The announcement “also makes it clear that the Olympic Games and athlete participation are beyond politics and we welcome this,” said an IOC spokesperson.

High level diplomatic act

U.S.-Chinese relations reached a low point under Biden’s predecessor Donald Trump with a massive trade war and an inflammatory debate over how the Covid-19 virus emerged in the Chinese city of Wuhan.

Biden has sought to reconnect with Beijing while focusing on strengthening traditional U.S. alliances to counter China’s growing economic clout and military presence in the Indo-Pacific region.

The boycott of the Olympics is part of a complex diplomatic balancing act.

The Biden administration has left Trump-era trade tariffs on China in place and continues to order naval patrols through sensitive international sea lanes that China is accused of trying to bring under its control.

However, with Biden also insisting on the need for dialogue, right-wing critics say he’s too soft.

This makes the looming Olympic Games a political flashpoint.

Team USA members, their coaches, coaches and other staff will always receive consular and diplomatic security assistance, State Department spokesman Ned Price said.

Asked about appeals to private companies to end all sponsorship of the Winter Games, he stressed that the decision was up to them.

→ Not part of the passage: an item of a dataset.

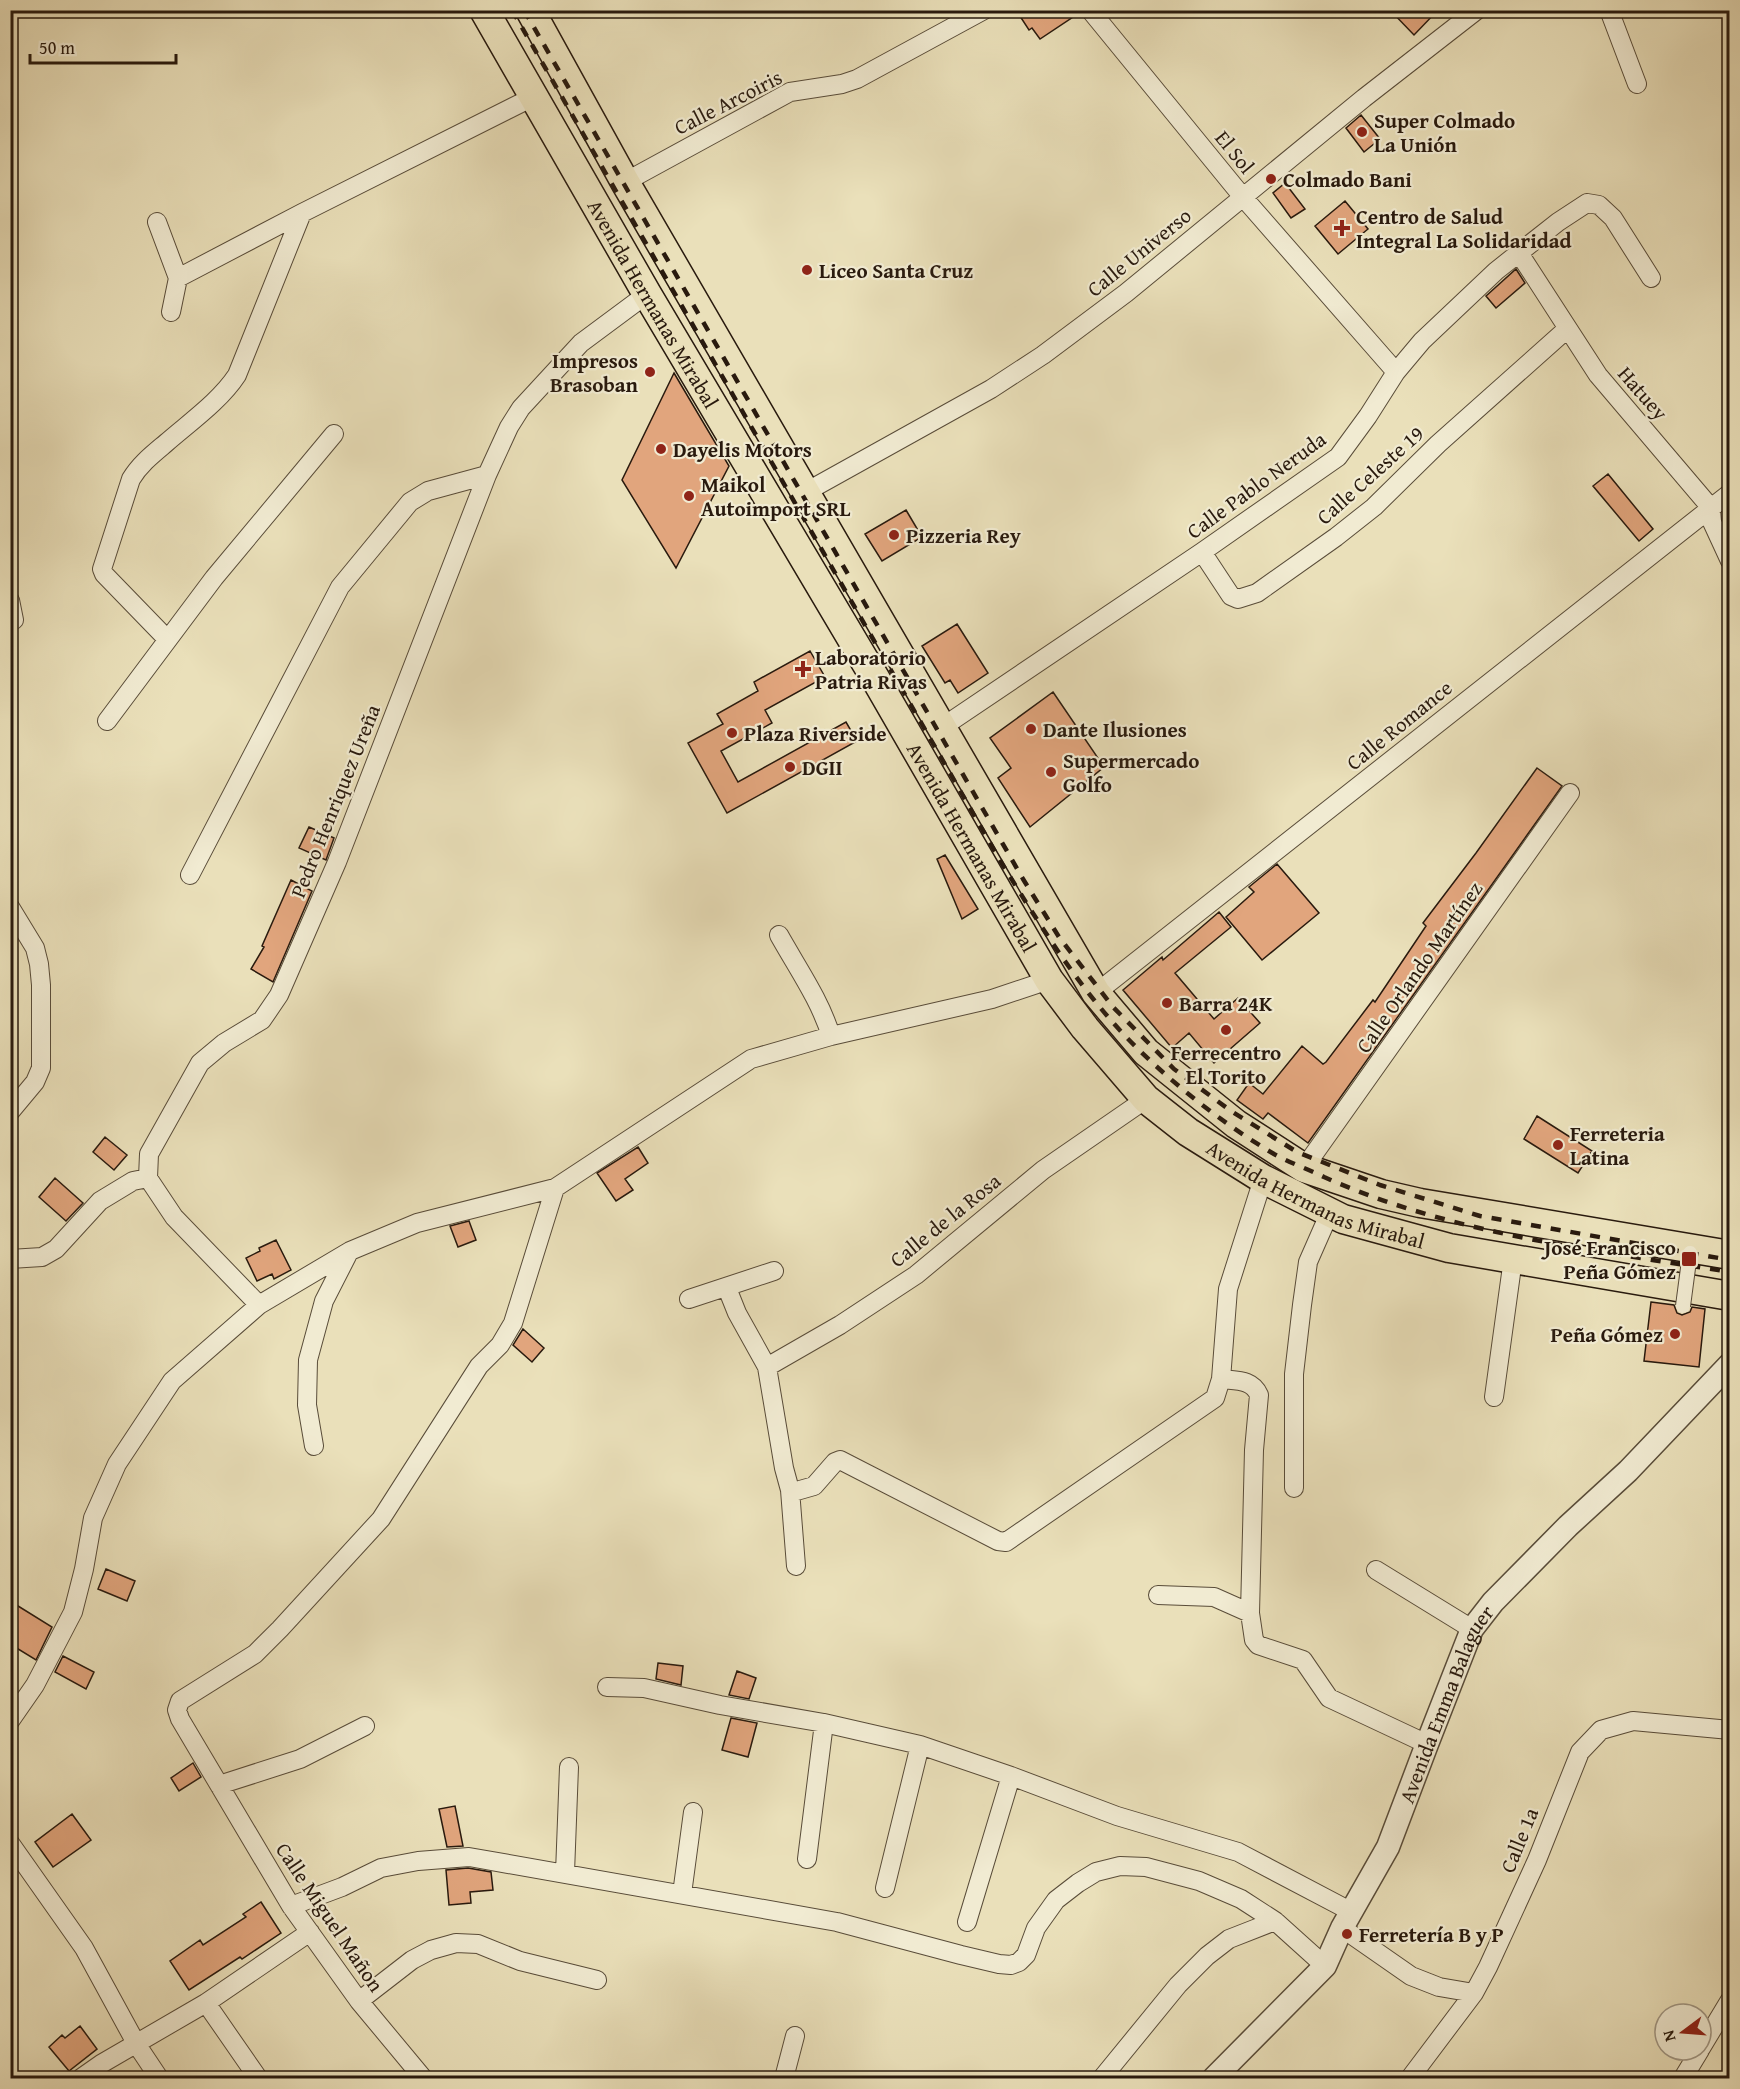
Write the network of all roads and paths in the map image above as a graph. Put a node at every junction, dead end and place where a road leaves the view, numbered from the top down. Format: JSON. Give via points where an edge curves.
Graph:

“It is not in this country – unlike other countries – the role of government to dictate what practices the private sector should adopt,” Price said.

“Mighty rebuke”

Activists say at least a million Uyghurs and other Turkish-speaking minorities, mostly Muslims, have been held in camps in Xinjiang, where China is also accused of forcibly sterilizing women and having imposed forced labor.

Bob Menendez, chairman of the powerful US Senate Foreign Relations Committee, hailed the diplomatic boycott as “a powerful rebuke” of the “genocide in Xinjiang.”

He and top House foreign affairs official Gregory Meeks called on other countries to follow the United States’ lead.

Meeks warned that the international community should not help China “whitewash its atrocities against Uyghurs and other minorities.”

But Republican Senator Tom Cotton called it “a half-measure, when bold leadership is required.”

“The United States should totally boycott the ‘Genocide Games’ in Beijing,” he said in a statement.

The last full boycott of the Olympics by the United States dates back to 1980, when President Jimmy Carter stepped down to protest the Soviet Union’s invasion of Afghanistan.

Human Rights Watch called the Biden administration’s decision “crucial” but called for more accountability “for those responsible for these crimes and justice for the survivors.”


Earlier Monday, Chinese Foreign Ministry spokesman Zhao Lijian warned that the Games were “not a scene of political posture and manipulation” – in response to reports that a boycott could be imminent.

“If the United States is determined to go its own way, China will take resolute countermeasures,” he pledged.

Just six months after the pandemic-delayed Tokyo Summer Games, the Winter Olympics will be held February 4-20 in a “closed-loop” bubble due to Covid-19 restrictions.

“To be honest, the Chinese are relieved to hear the news because the fewer US officials there are, the fewer viruses there will be,” the Chinese public tabloid tweeted, World time.